▶ **Exercise details**:
Would you reproduce the entries exactly, including every line?

-- Data excerpts follows --

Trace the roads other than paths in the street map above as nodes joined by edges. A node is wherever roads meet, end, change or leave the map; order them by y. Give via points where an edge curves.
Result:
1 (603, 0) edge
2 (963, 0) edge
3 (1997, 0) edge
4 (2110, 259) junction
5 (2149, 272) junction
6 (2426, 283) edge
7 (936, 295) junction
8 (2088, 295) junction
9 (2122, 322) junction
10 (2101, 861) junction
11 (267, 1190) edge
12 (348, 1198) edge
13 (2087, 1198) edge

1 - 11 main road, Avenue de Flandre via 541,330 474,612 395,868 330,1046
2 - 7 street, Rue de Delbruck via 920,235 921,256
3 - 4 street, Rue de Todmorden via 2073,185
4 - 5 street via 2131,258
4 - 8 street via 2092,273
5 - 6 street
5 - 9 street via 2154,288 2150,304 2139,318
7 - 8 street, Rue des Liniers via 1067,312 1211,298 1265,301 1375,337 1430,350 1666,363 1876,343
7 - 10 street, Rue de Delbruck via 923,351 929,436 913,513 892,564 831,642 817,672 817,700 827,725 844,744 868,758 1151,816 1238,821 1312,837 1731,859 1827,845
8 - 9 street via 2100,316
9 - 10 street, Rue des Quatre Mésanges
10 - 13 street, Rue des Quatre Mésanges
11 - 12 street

-- Data excerpts concluded --

▶ **Answer section**:
Trace the roads other than paths in the street map above as nodes joined by edges. A node is wherever roads meet, end, change or leave the map; order them by y. Give via points where an edge curves.
Result:
1 (603, 0) edge
2 (963, 0) edge
3 (1997, 0) edge
4 (2110, 259) junction
5 (2149, 272) junction
6 (2426, 283) edge
7 (936, 295) junction
8 (2088, 295) junction
9 (2122, 322) junction
10 (2101, 861) junction
11 (267, 1190) edge
12 (348, 1198) edge
13 (2087, 1198) edge

1 - 11 main road, Avenue de Flandre via 541,330 474,612 395,868 330,1046
2 - 7 street, Rue de Delbruck via 920,235 921,256
3 - 4 street, Rue de Todmorden via 2073,185
4 - 5 street via 2131,258
4 - 8 street via 2092,273
5 - 6 street
5 - 9 street via 2154,288 2150,304 2139,318
7 - 8 street, Rue des Liniers via 1067,312 1211,298 1265,301 1375,337 1430,350 1666,363 1876,343
7 - 10 street, Rue de Delbruck via 923,351 929,436 913,513 892,564 831,642 817,672 817,700 827,725 844,744 868,758 1151,816 1238,821 1312,837 1731,859 1827,845
8 - 9 street via 2100,316
9 - 10 street, Rue des Quatre Mésanges
10 - 13 street, Rue des Quatre Mésanges
11 - 12 street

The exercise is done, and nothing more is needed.